Your first observation is correct: if the force vector is parallel to the vector between the hit point and center of mass, the force will not cause rotational acceleration. The reason is that the force causes no torque (moment-of-force) about the center of mass, and it is torque that causes the rotational acceleration.

Your second observation is incorrect: an unbalanced force will *always* cause movement/translation, whether the force is parallel or diagonal (did you mean to say normal/perpendicular).

quote:
Original post by uncutno
, You would get a problem, when to exact simular forces was added diagonal to the hit-points/center-mass-points,
like this:

[diagram removed by grhodes_at_work]

THis would cause the object to try to rotate two ways, witch would sum up to a 0 rotational accseleration: No movement, no rotation!

Your observation here is partially correct: it is true that the two forces try to cause rotational acceleration in opposite directions, leading to 0 net rotational acceleration. That is because one force causes a positive torque and one causes an equal but opposite negative torque. The sum of all torques equals 0 net torque.

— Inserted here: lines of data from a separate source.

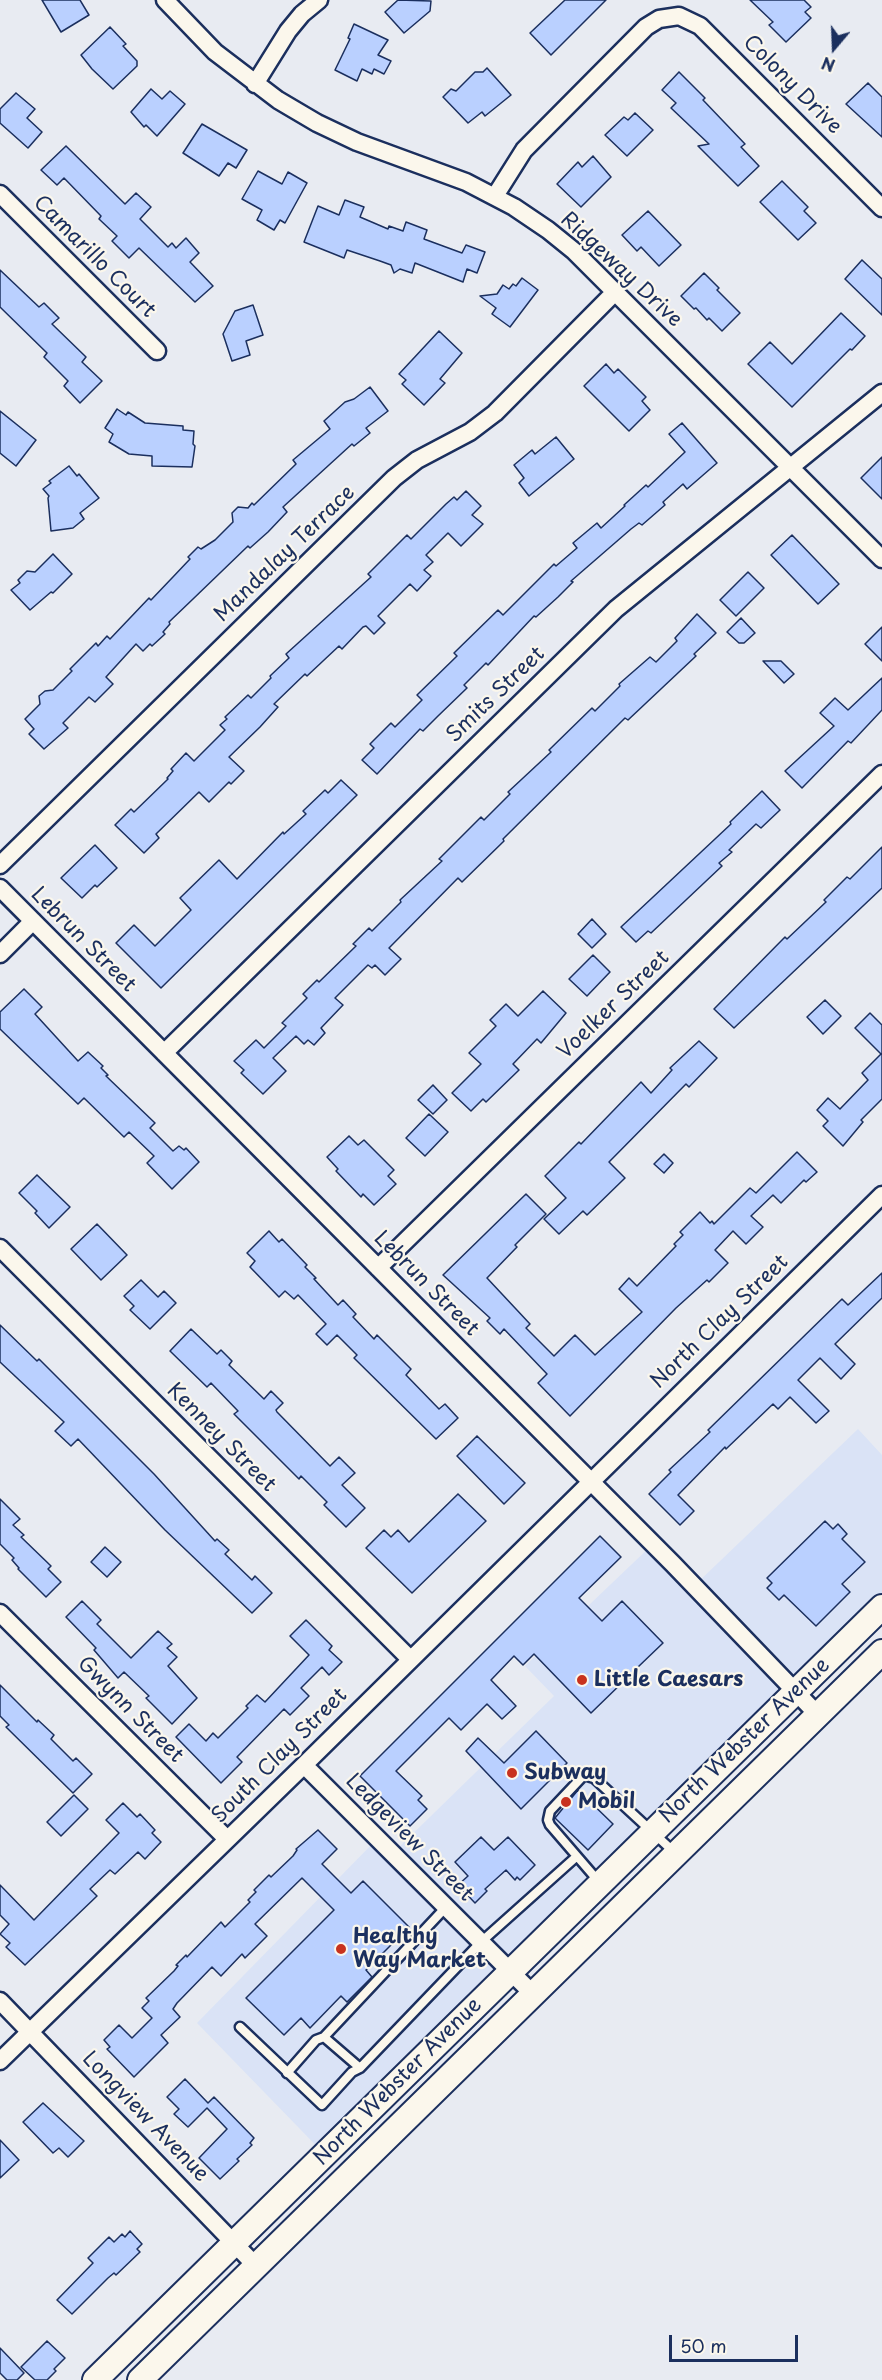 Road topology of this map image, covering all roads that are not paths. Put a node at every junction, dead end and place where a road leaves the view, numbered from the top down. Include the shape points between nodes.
1 (165, 0) edge
2 (319, 0) edge
3 (255, 84) junction
4 (0, 194) edge
5 (495, 196) junction
6 (882, 208) edge
7 (615, 292) junction
8 (157, 351) dead end
9 (882, 393) edge
10 (790, 467) junction
11 (882, 559) edge
12 (882, 774) edge
13 (0, 865) edge
14 (0, 888) edge
15 (33, 921) junction
16 (0, 954) edge
17 (164, 1053) junction
18 (882, 1195) edge
19 (0, 1248) edge
20 (378, 1268) junction
21 (590, 1481) junction
22 (882, 1607) edge
23 (0, 1613) edge
24 (882, 1652) edge
25 (410, 1659) junction
26 (796, 1691) junction
27 (818, 1715) junction
28 (304, 1765) junction
29 (654, 1831) junction
30 (227, 1839) junction
31 (676, 1853) junction
32 (576, 1857) junction
33 (600, 1883) junction
34 (446, 1907) junction
35 (481, 1941) junction
36 (511, 1971) junction
37 (533, 1994) junction
38 (0, 2001) edge
39 (240, 2027) dead end
40 (30, 2031) junction
41 (324, 2037) junction
42 (0, 2061) edge
43 (360, 2068) junction
44 (287, 2073) junction
45 (234, 2243) junction
46 (256, 2266) junction
47 (95, 2380) edge
48 (140, 2380) edge

1 - 3 street, Ridgeway Drive via 215,52
2 - 3 street via 288,31
3 - 5 street, Ridgeway Drive via 317,123 357,142
4 - 8 street, Camarillo Court
5 - 6 street, Colony Drive via 524,150 646,27 659,19 679,16 700,26
5 - 7 street, Ridgeway Drive via 548,230
7 - 10 street, Ridgeway Drive
7 - 13 street, Mandalay Terrace via 495,413 394,478
9 - 10 street, Smits Street
10 - 11 street, Ridgeway Drive
10 - 17 street, Smits Street via 616,609
12 - 20 street, Voelker Street
14 - 15 street, Lebrun Street
15 - 16 street
15 - 17 street, Lebrun Street
17 - 20 street, Lebrun Street
18 - 21 street, North Clay Street
19 - 25 street, Kenney Street
20 - 21 street, Lebrun Street
21 - 25 street, South Clay Street
21 - 26 street, Lebrun Street
22 - 26 main road, North Webster Avenue
23 - 30 street, Gwynn Street
24 - 27 main road, North Webster Avenue
25 - 28 street, South Clay Street
26 - 27 street, Lebrun Street
26 - 29 main road, North Webster Avenue
27 - 31 main road, North Webster Avenue
28 - 30 street, South Clay Street
28 - 34 street, Ledgeview Street
29 - 31 lane
29 - 32 lane via 594,1778 584,1775 550,1811 548,1820
29 - 33 main road, North Webster Avenue
30 - 40 street, South Clay Street
31 - 37 main road, North Webster Avenue
32 - 33 lane
32 - 35 lane
33 - 36 main road, North Webster Avenue
34 - 35 street, Ledgeview Street
34 - 41 lane
35 - 36 street, Ledgeview Street
35 - 43 lane
36 - 37 street, Ledgeview Street
36 - 45 main road, North Webster Avenue
37 - 46 main road, North Webster Avenue
38 - 40 street, Longview Avenue
39 - 44 lane
40 - 42 street, South Clay Street
40 - 45 street, Longview Avenue
41 - 43 lane
41 - 44 lane via 316,2040
43 - 44 lane via 322,2105
45 - 46 street, Longview Avenue
45 - 47 main road, North Webster Avenue
46 - 48 main road, North Webster Avenue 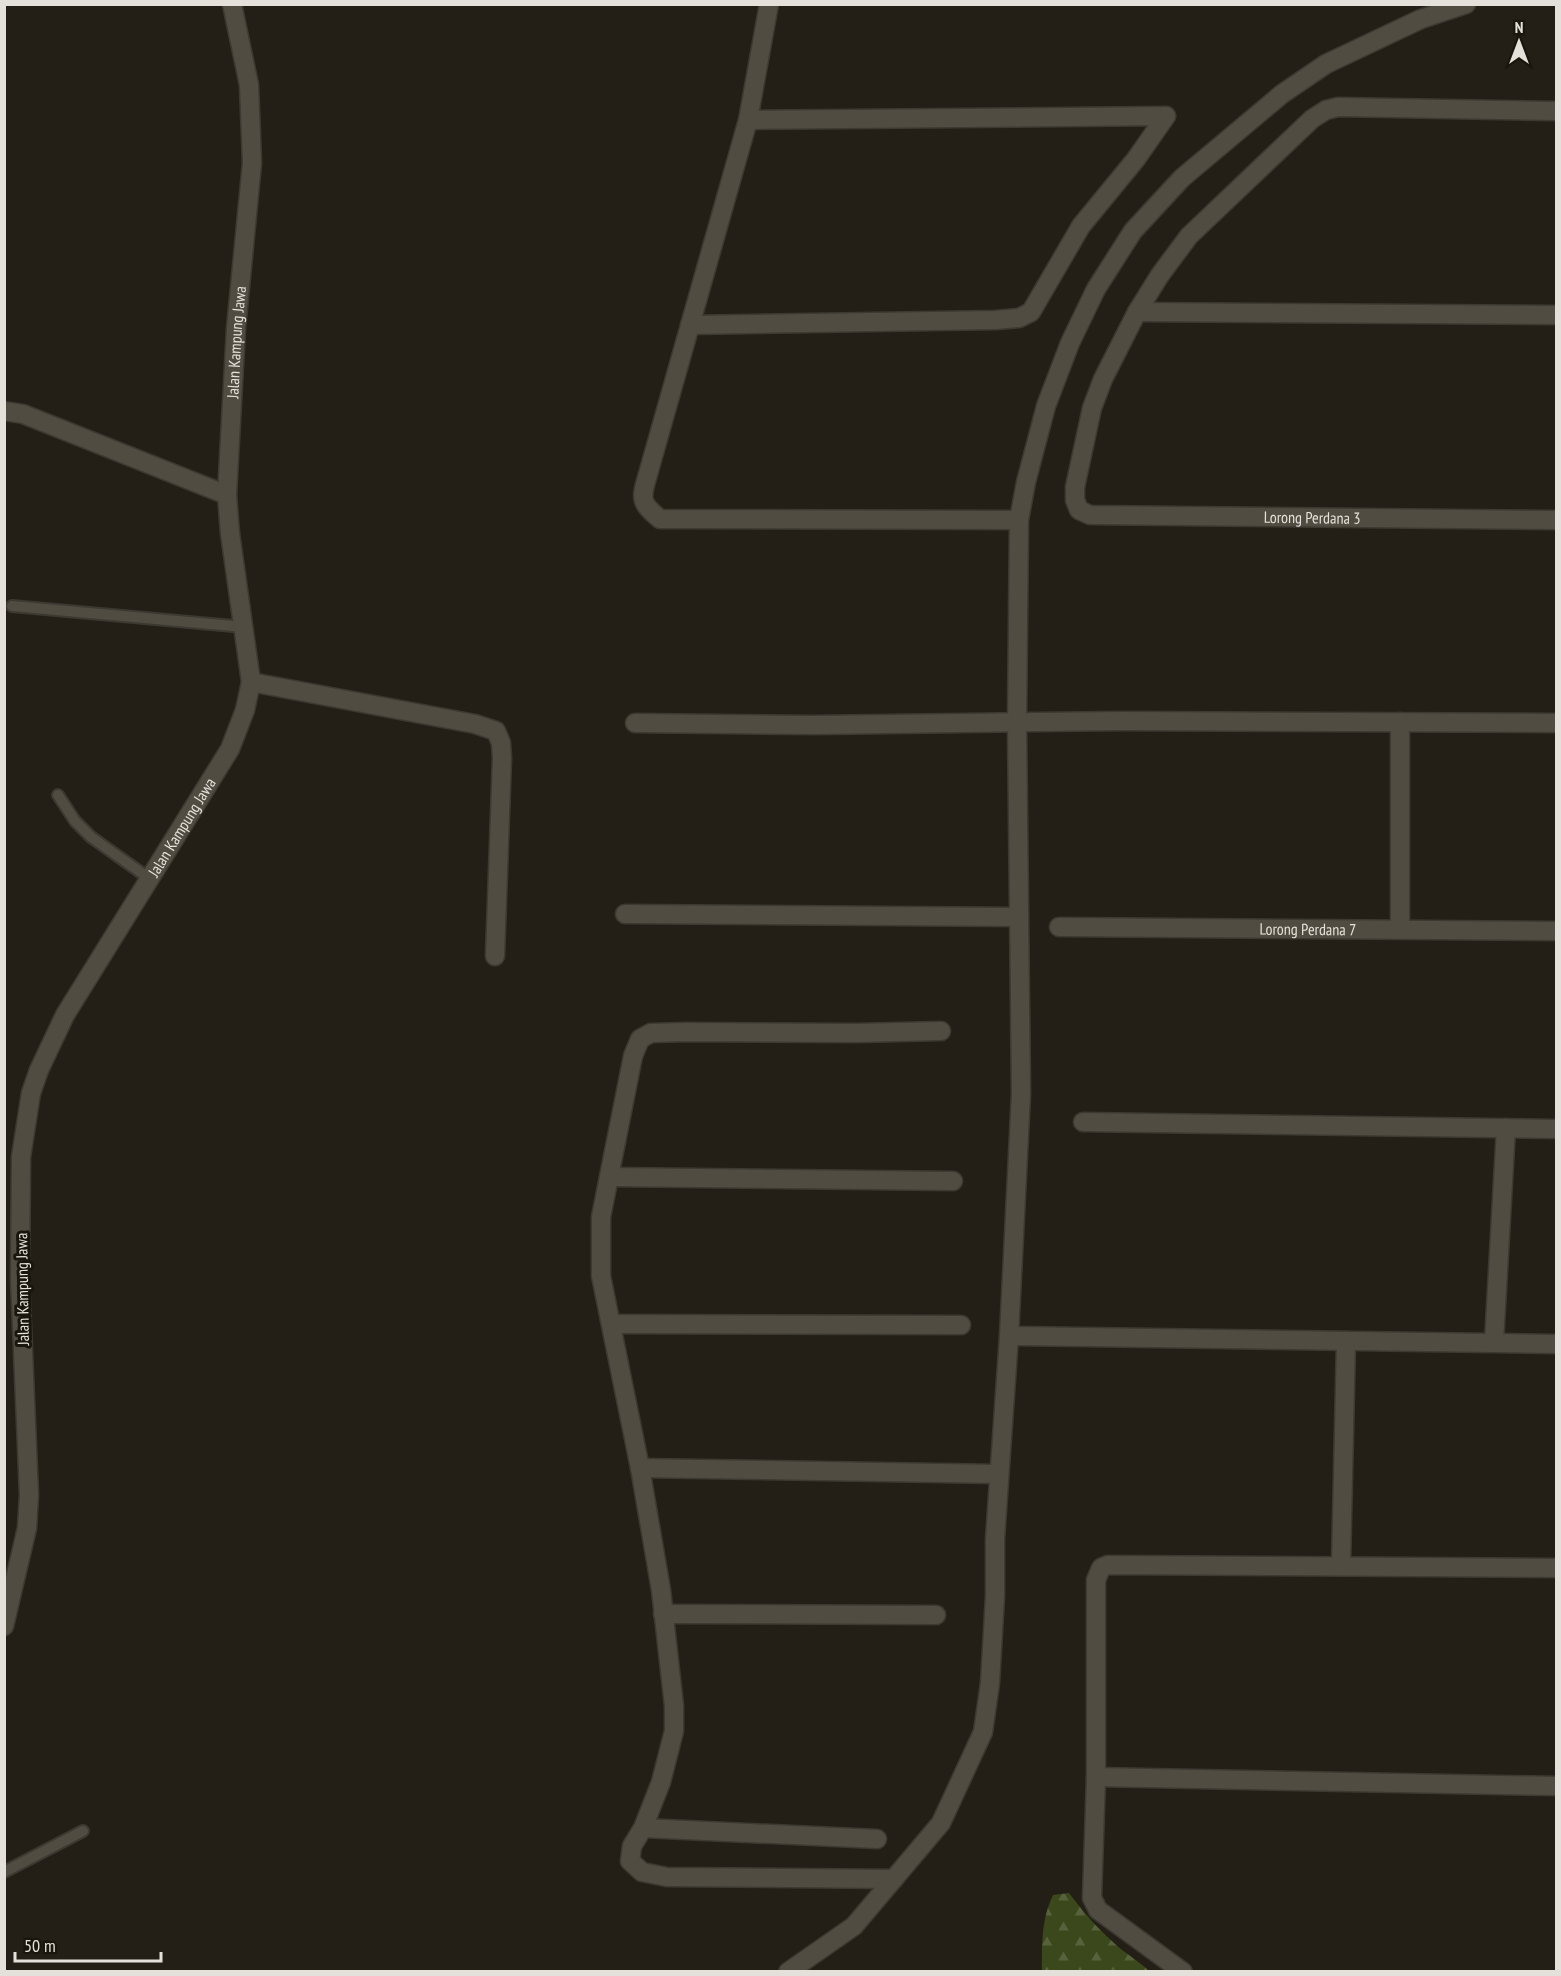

It is not true that this system will experience no movement/translation. Your two forces, f, do not cancel each other out. Both applied forces, f, are acting in the same direction----to the right. So, in reality the net applied force is equal to 2 * f to the right. The object will undergo translational acceleration to the right.

quote:
Original post by uncutno
Is there a simple formula? like:

v=at or F=ma to this problem??

Yes, certainly, and F=ma is one of them. For a simple point mass representation of the object (which is what you''re describing), use two basic equations. Its best to stick to 2D physics until you''re comfortable with the way forces and torques work, and I present these equations for 2D. They do extend to 3D, but things do get messy pretty fast---there are additional terms in the equations, etc. You should be comfortable with the 2D first.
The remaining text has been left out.